Adapt-N Team From Cornell Wins Tulane Nitrogen Reduction Challenge

With a $1 million grand prize, Tulane University has named the team at Adapt-N as the winner of the Tulane Nitrogen Reduction.
The Adapt-N team started at Cornell University and developed a cloud-based computer modeling system to predict optimum nitrogen application rates. The program factors in USDA soil databases, field-specific soil and management information and high-resolution weather data. The system is designed to enable farmers to reduce the overall nitrogen rate while increasing profitability.
Tulane launched the grand challenge in 2014 as an international competition to identify and nurture the most innovative and adaptable technologies to fight hypoxia.
“We can roughly reduce the environmental impact by about a third — 35 to 40 percent — and that’s both the impacts from nitrate leaching, which is the primary concern with the Gulf hypoxia issue, as well as greenhouse gas losses, which is also a big concern,” says Adapt-N team leader Harold van Es.

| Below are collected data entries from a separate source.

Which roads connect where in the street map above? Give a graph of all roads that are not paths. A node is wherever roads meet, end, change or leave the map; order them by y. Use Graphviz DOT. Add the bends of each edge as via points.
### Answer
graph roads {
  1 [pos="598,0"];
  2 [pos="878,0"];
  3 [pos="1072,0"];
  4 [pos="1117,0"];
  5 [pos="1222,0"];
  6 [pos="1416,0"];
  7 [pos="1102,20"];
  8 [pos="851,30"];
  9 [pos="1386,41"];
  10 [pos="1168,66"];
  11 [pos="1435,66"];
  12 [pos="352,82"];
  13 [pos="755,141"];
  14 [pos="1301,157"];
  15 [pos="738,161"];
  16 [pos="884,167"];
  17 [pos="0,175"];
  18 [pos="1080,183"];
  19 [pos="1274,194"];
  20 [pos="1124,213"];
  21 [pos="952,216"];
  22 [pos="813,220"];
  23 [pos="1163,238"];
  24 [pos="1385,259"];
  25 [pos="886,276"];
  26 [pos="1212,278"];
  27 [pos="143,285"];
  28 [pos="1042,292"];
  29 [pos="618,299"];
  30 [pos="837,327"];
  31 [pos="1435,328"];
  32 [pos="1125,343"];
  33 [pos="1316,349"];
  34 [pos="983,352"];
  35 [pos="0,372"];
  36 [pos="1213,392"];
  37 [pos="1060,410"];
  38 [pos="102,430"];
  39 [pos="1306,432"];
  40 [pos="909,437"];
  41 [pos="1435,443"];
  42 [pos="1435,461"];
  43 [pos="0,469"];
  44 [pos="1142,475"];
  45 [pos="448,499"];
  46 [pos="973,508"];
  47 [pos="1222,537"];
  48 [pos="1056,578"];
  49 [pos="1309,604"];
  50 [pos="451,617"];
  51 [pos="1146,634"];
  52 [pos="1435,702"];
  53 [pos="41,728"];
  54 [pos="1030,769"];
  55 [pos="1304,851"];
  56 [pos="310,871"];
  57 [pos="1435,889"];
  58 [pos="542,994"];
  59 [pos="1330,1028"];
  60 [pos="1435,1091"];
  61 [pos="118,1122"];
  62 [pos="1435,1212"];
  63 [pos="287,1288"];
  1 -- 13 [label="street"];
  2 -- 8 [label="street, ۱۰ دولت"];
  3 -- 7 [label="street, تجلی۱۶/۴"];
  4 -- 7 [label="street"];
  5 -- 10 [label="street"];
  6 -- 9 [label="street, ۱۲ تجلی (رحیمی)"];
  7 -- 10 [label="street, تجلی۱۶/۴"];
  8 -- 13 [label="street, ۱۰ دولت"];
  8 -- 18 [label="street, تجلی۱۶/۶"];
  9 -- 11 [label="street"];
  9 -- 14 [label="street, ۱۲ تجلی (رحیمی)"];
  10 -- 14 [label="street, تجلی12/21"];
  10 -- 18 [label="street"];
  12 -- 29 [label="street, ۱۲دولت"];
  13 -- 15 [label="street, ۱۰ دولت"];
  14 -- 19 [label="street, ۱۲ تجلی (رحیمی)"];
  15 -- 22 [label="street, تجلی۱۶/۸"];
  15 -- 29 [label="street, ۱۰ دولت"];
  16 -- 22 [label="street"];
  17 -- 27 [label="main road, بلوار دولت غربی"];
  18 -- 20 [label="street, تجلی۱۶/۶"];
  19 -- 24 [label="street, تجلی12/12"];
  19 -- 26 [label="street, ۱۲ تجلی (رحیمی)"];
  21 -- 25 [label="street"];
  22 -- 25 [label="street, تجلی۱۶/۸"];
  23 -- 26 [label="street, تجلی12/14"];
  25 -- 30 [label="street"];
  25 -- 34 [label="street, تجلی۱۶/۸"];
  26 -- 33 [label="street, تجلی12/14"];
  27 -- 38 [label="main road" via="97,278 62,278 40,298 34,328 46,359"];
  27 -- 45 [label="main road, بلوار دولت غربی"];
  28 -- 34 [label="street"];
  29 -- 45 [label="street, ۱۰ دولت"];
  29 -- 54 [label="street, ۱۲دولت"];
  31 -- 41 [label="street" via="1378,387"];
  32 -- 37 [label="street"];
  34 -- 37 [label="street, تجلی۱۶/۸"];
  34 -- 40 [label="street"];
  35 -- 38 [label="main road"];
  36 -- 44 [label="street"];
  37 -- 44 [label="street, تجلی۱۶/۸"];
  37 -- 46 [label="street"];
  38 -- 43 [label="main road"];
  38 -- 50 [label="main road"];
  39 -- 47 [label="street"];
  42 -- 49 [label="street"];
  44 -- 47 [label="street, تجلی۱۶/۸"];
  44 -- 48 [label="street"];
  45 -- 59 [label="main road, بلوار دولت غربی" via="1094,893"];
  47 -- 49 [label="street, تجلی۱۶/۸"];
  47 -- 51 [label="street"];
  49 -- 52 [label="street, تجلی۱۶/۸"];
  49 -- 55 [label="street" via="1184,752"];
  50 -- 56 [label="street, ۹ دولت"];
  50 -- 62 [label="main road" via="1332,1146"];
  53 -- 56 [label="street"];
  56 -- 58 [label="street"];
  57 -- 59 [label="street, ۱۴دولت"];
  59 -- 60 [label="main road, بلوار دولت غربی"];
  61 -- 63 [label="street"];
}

In November, it was announced Yara International has acquired Adapt-N and its parent company, Agronomic Technology Corp.
A 16-member advisory board of academics, scientists, environmentalists, entrepreneurs, farmers and national experts selected the winner based on crop yield, nitrogen reduction and the cost and market viability of their innovation. Teams tested their innovations during a growing season on a farm in northeast Louisiana along the Mississippi River.
Three other finalists included, Cropsmith of Farmer City, Illinois; Pivot Bio of Berkeley, California and Stable'N of Carmi, Illinois.